Records to process:
::::::

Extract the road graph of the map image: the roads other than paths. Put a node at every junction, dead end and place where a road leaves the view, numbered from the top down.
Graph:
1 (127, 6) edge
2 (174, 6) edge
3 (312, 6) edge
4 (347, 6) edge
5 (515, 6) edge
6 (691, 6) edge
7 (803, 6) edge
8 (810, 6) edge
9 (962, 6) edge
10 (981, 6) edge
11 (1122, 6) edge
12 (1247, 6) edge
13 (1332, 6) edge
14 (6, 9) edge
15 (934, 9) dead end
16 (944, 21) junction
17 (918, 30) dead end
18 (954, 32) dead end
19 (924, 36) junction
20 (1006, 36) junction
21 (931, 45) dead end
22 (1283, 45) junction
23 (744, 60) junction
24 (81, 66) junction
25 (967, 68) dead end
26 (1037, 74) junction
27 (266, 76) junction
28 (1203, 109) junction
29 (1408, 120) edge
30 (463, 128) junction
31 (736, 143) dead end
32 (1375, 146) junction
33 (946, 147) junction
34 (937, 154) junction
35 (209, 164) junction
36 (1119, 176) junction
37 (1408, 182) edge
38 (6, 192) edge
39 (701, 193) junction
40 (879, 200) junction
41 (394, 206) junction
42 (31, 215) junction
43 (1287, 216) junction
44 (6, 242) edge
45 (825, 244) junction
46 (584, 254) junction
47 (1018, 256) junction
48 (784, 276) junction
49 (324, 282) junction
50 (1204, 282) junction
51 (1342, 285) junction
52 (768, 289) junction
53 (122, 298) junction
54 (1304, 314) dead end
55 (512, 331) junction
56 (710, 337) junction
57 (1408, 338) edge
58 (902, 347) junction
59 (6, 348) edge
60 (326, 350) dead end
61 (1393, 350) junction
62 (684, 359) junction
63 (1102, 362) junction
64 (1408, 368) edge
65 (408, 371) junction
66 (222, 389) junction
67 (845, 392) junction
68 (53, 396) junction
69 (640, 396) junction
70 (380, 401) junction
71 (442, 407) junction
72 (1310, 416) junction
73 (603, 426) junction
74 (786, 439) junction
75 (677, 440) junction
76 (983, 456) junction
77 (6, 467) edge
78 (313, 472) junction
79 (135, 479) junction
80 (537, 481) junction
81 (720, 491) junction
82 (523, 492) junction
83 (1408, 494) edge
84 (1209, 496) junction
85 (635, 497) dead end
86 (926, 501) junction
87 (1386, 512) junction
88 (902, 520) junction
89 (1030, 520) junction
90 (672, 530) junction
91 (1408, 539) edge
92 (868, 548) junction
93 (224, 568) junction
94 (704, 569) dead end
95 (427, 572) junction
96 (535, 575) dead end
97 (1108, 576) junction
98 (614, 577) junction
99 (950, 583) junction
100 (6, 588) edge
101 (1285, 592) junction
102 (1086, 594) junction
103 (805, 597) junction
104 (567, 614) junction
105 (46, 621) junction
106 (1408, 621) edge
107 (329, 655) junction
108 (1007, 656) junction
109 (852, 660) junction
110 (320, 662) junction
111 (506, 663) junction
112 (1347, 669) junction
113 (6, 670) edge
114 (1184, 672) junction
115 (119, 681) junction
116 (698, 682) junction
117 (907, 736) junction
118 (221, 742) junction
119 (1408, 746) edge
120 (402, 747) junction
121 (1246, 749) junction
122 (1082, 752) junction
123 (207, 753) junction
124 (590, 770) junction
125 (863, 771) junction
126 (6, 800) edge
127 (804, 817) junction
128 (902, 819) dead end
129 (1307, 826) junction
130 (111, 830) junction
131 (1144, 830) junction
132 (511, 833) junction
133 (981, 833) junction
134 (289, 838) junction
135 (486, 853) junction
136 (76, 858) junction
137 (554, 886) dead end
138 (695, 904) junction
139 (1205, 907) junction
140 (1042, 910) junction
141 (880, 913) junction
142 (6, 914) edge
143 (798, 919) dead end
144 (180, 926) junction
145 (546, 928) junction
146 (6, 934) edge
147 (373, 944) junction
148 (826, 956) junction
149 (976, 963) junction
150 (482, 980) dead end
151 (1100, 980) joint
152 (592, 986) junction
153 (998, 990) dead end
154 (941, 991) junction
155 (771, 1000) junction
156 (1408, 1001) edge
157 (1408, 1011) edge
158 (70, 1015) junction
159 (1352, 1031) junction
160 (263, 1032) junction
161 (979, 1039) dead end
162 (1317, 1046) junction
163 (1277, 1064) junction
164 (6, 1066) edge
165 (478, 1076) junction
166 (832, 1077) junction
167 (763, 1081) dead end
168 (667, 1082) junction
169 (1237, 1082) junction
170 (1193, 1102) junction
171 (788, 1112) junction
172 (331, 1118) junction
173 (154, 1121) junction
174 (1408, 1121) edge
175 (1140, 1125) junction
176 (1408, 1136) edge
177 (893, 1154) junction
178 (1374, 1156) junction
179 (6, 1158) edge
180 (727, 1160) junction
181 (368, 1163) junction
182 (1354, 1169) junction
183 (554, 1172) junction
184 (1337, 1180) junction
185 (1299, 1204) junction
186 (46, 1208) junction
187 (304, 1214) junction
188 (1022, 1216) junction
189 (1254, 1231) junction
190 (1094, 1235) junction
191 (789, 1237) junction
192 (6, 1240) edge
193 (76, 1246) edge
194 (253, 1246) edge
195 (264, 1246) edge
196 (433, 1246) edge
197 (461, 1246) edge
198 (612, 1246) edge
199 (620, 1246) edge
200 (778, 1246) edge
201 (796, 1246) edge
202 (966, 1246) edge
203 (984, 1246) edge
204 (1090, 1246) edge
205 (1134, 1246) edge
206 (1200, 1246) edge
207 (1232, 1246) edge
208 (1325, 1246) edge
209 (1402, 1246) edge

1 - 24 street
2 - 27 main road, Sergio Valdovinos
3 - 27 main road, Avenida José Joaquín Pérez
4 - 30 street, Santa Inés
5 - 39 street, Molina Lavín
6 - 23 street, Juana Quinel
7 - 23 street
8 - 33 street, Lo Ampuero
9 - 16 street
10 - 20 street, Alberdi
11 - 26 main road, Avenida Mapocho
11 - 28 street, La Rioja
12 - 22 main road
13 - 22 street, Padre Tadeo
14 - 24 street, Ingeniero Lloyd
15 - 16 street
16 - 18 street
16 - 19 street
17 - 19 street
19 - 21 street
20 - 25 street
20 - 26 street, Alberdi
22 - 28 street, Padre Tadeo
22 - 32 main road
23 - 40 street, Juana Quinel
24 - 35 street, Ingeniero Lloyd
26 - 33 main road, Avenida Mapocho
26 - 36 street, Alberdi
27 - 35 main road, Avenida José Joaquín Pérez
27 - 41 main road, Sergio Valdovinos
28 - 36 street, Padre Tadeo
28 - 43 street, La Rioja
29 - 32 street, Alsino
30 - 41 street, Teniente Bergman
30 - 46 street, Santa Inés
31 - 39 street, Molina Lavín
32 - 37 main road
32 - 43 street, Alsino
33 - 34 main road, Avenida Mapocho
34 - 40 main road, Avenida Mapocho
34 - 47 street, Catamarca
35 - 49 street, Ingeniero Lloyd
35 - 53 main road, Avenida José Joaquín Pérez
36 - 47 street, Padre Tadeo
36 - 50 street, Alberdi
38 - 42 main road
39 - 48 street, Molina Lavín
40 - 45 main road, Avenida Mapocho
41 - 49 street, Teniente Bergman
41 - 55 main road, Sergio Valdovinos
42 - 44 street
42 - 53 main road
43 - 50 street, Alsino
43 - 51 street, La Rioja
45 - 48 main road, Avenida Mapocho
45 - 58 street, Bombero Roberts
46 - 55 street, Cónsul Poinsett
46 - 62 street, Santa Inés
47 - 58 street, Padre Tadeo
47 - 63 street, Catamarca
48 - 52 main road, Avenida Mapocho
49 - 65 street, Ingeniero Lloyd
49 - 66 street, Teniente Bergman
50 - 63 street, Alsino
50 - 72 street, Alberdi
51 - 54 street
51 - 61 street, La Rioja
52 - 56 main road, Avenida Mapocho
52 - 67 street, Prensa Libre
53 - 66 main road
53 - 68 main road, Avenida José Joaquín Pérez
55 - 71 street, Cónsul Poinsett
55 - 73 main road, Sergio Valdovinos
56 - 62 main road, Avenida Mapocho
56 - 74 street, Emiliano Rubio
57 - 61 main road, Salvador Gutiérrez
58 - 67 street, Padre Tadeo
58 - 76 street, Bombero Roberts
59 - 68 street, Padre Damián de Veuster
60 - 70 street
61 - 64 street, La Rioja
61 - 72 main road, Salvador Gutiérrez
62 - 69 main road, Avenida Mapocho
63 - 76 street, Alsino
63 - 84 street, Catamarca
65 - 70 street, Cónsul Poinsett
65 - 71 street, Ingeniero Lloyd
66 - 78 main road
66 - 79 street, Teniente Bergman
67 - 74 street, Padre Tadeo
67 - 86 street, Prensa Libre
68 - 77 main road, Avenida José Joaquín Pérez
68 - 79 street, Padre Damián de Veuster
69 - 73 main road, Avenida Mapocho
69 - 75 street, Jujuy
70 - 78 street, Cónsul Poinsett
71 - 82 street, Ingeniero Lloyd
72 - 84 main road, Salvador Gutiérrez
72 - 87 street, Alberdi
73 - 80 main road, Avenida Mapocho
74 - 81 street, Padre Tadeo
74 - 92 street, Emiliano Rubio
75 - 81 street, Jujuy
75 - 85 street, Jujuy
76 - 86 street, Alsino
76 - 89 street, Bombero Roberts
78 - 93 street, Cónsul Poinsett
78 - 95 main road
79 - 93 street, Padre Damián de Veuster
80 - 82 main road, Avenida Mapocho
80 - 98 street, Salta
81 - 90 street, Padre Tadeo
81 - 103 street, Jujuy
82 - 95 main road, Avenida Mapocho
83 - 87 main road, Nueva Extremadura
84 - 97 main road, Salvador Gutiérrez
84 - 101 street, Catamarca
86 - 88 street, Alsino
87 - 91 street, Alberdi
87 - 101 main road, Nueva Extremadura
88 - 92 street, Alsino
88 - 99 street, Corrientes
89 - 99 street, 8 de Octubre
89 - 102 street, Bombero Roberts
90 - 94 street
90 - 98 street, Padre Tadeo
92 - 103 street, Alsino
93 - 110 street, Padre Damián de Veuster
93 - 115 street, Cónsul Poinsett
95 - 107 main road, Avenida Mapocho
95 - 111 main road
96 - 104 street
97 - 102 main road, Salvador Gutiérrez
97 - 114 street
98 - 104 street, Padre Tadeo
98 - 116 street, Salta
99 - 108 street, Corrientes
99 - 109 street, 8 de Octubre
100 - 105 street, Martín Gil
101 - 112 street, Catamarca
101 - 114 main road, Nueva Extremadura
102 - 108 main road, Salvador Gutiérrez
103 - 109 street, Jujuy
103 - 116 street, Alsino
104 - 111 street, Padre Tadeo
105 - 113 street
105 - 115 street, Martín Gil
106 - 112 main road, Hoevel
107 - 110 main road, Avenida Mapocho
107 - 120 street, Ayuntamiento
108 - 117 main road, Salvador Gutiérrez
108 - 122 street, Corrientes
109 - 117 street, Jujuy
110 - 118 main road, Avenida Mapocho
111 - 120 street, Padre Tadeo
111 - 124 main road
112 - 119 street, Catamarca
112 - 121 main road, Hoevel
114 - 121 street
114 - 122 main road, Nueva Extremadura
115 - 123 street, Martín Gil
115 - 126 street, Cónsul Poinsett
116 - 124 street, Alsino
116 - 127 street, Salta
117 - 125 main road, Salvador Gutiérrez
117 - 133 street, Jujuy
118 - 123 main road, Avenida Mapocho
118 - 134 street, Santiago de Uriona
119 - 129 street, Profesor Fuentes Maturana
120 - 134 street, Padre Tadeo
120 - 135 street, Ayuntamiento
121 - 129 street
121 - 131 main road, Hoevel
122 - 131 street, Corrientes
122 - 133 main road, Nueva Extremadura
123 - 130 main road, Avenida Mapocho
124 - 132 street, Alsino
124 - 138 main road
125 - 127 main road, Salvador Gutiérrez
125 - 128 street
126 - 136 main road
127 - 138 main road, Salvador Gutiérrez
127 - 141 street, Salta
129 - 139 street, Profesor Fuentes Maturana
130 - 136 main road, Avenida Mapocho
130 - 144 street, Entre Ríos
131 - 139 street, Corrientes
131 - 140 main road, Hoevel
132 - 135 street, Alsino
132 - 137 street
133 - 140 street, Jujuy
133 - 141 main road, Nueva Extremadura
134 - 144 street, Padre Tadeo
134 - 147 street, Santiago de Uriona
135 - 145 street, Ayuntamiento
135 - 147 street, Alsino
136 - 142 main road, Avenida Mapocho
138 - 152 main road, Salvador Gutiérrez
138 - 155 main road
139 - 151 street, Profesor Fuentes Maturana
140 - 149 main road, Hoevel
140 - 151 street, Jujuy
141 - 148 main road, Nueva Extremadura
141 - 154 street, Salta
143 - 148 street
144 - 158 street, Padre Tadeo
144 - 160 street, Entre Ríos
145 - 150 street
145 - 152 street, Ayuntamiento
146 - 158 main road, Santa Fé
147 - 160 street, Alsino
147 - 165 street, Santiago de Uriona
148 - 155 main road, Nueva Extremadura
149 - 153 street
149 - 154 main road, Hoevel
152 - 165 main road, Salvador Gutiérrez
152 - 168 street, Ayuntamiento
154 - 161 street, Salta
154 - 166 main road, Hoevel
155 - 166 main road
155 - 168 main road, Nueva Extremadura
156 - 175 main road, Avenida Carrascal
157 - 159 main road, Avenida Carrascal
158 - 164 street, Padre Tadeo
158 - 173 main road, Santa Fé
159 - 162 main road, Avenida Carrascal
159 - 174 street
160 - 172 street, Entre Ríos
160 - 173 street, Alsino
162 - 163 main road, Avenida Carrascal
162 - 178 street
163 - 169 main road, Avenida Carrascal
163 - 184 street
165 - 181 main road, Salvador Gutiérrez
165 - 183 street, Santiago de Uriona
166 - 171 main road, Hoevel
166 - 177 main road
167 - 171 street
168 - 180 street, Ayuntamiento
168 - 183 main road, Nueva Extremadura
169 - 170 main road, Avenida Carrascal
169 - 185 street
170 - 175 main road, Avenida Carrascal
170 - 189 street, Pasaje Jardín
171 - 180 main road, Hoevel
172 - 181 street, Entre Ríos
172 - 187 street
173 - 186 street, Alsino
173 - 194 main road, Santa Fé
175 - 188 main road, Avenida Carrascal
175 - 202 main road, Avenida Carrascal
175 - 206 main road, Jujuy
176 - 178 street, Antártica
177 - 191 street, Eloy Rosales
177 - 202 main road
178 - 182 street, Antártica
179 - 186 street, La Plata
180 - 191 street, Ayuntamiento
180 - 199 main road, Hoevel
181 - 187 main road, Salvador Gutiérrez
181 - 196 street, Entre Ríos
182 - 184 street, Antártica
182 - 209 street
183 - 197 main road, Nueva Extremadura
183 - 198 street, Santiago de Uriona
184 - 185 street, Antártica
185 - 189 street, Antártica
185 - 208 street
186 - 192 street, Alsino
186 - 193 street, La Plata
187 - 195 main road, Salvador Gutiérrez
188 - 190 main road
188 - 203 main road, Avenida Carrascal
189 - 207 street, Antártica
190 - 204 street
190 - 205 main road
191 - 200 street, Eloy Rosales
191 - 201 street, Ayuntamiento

::::::

Prompt:
Lines above that have "Bombero": copy each of them.

Answer box:
45 - 58 street, Bombero Roberts
58 - 76 street, Bombero Roberts
76 - 89 street, Bombero Roberts
89 - 102 street, Bombero Roberts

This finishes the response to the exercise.